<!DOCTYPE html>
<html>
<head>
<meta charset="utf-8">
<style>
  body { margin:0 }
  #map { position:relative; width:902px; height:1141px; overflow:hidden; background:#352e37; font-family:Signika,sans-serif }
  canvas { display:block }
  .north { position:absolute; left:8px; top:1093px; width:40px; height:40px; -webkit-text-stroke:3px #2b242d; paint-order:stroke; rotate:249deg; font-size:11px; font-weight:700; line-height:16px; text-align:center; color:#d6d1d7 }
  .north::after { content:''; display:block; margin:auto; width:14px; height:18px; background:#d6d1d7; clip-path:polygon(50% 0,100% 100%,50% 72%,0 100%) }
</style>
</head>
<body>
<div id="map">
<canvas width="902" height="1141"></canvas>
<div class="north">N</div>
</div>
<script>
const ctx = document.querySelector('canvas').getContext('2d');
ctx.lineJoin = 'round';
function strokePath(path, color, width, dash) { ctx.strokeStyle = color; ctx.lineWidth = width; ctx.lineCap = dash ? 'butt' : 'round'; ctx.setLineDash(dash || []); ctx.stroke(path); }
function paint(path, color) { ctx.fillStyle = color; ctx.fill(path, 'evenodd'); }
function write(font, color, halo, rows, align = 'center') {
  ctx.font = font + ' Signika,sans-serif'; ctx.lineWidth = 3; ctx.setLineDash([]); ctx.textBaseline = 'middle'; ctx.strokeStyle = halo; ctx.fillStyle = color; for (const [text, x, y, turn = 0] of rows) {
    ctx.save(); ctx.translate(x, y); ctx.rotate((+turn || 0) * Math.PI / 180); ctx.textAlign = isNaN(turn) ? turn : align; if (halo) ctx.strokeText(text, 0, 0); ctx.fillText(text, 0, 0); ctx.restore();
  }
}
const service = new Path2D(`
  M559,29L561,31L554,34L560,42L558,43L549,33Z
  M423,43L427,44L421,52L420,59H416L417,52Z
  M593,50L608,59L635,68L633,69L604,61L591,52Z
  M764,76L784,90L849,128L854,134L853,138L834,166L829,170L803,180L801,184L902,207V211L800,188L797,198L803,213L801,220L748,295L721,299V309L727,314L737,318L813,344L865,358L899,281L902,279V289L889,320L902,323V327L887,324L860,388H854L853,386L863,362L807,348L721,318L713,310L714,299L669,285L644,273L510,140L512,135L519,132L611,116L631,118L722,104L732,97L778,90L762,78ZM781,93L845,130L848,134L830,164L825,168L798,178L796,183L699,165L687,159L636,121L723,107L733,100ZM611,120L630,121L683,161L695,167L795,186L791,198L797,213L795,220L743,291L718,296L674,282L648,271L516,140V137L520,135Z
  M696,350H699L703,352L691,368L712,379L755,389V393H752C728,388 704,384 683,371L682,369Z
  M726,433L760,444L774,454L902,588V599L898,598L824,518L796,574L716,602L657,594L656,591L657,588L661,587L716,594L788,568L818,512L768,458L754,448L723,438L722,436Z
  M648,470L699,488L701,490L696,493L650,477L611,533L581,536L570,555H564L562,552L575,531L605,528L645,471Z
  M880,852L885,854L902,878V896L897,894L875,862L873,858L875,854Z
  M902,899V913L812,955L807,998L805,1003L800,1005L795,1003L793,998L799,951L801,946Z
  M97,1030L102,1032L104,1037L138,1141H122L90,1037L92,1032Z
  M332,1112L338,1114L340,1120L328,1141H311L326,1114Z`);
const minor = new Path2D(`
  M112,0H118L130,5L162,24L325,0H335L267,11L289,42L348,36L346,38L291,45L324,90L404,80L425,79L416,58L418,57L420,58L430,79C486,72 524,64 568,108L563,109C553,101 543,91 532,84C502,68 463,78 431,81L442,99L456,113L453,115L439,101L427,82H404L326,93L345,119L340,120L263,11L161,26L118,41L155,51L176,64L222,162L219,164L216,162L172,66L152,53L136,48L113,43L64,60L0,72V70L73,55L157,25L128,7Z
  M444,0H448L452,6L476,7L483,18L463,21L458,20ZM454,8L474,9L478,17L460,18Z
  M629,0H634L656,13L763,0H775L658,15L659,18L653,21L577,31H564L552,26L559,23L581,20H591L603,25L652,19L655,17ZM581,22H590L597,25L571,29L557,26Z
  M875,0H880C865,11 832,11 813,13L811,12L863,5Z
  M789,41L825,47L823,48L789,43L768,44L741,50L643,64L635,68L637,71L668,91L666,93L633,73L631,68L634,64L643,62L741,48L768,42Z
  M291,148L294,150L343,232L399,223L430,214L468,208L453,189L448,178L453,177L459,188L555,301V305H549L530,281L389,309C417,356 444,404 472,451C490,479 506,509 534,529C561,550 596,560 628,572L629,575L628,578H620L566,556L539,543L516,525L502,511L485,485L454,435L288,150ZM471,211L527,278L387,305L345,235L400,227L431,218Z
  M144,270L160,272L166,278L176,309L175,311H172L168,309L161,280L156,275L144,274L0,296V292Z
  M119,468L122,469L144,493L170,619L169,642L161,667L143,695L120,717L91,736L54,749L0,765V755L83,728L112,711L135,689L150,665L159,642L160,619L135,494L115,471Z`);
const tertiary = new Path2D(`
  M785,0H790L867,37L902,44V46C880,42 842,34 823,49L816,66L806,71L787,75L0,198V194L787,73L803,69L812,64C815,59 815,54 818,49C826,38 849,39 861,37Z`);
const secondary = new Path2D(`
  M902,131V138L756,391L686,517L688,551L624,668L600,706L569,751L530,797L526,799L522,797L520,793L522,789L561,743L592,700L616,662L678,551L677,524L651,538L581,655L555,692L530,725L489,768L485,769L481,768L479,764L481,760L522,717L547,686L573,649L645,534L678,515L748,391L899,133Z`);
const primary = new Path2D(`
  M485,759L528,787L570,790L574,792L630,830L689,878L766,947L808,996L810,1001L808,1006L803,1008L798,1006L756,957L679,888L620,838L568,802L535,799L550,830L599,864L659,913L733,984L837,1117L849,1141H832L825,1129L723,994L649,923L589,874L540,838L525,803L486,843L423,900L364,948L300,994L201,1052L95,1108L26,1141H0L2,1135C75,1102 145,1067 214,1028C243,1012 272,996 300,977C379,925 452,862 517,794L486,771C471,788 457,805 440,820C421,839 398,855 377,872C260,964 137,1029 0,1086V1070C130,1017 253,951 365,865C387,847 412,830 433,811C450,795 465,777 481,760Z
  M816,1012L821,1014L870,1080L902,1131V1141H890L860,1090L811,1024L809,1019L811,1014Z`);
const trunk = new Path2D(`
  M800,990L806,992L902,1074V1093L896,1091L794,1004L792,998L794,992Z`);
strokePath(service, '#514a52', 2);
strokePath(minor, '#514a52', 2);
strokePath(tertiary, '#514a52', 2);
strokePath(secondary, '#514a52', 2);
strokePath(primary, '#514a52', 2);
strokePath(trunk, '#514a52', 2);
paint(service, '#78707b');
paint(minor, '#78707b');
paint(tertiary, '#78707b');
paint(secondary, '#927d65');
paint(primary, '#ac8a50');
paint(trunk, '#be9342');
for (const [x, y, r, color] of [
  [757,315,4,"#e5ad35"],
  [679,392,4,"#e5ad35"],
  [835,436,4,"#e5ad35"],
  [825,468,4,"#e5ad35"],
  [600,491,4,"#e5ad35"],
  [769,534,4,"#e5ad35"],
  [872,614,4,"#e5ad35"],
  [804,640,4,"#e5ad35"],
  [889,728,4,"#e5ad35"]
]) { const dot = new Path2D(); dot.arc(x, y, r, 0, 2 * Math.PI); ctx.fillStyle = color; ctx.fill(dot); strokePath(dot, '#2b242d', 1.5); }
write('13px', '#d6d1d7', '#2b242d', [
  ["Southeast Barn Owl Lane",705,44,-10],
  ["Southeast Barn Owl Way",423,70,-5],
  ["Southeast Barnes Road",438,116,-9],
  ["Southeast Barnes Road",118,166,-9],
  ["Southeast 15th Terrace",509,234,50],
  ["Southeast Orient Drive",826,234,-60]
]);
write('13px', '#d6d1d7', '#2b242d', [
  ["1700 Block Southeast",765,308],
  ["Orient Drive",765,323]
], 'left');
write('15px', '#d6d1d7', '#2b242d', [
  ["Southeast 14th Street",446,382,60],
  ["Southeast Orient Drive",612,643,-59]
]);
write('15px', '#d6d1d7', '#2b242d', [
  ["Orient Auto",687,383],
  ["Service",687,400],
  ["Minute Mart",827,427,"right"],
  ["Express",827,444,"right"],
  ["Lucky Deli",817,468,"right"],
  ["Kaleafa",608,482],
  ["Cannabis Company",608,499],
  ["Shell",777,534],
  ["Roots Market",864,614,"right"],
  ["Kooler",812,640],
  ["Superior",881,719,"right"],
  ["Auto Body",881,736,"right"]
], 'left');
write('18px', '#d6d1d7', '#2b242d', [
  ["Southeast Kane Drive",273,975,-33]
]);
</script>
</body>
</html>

### TASK OBJECTIVE
Tally up the lines in the records containing the word "rotate", then give the count and nothing else.

### RESPONSE FOR THIS EXERCISE
2